Data
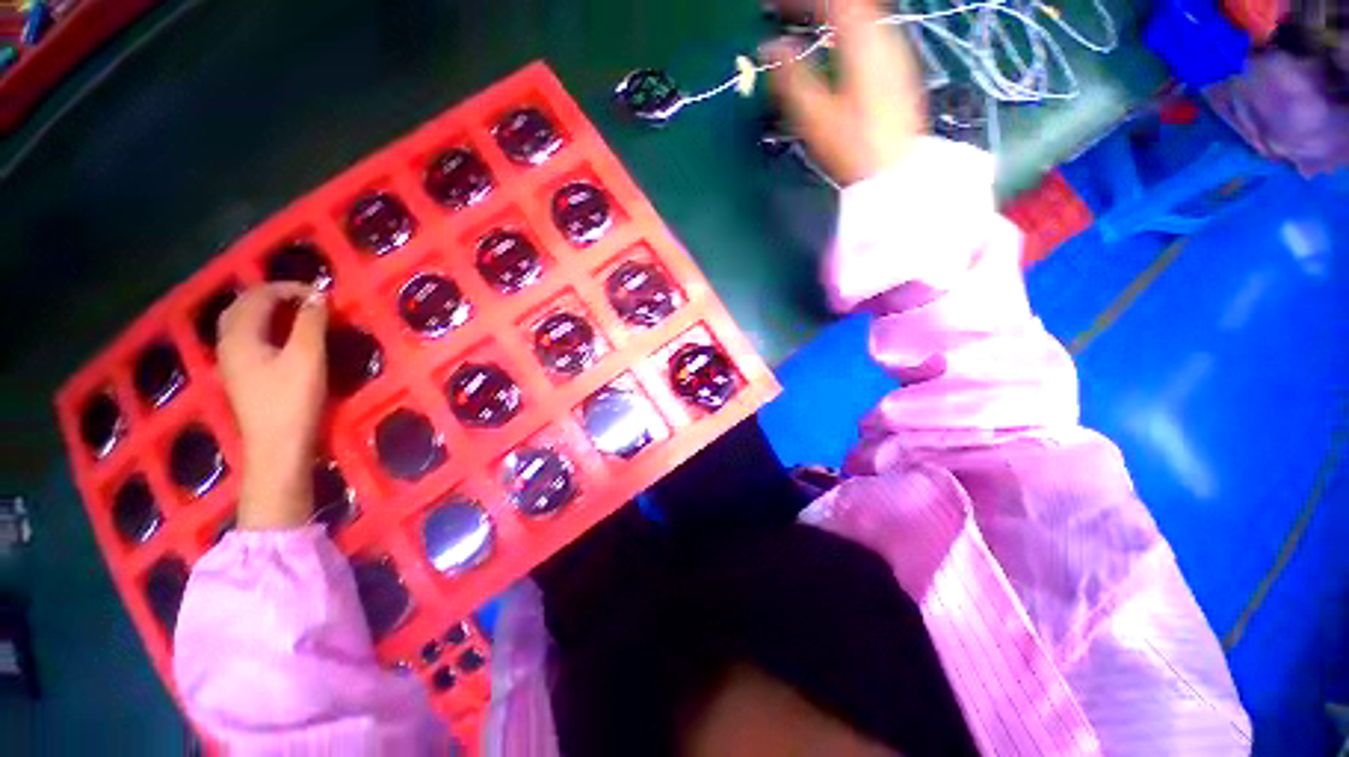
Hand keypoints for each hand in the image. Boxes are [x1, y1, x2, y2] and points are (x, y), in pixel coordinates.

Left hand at [216, 284, 327, 529]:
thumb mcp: (307, 358)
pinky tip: (283, 336)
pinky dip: (264, 326)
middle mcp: (228, 343)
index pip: (259, 296)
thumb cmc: (292, 400)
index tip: (322, 294)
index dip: (289, 288)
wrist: (277, 447)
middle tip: (307, 298)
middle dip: (273, 294)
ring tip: (297, 312)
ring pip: (241, 322)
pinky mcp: (242, 376)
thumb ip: (311, 324)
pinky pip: (247, 338)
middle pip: (242, 305)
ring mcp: (232, 361)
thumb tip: (319, 296)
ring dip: (267, 310)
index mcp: (240, 336)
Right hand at [765, 0, 927, 185]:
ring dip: (829, 17)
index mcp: (862, 39)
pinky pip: (867, 34)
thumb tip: (770, 48)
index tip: (772, 8)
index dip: (798, 2)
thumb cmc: (854, 146)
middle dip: (812, 7)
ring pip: (859, 17)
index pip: (830, 0)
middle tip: (784, 15)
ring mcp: (894, 51)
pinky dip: (843, 32)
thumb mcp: (816, 115)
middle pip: (847, 4)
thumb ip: (791, 77)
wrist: (896, 173)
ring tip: (803, 28)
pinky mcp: (897, 70)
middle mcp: (884, 35)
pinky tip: (831, 49)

About this exercise
Find and copy each line in the material above where the string "thumb" occurs.

Result for this task
thumb mcp: (307, 358)
thumb cmc: (292, 400)
thumb ip: (311, 324)
thumb tip: (319, 296)
thumb tip: (770, 48)
thumb cmc: (854, 146)
thumb mcp: (816, 115)
thumb ip: (791, 77)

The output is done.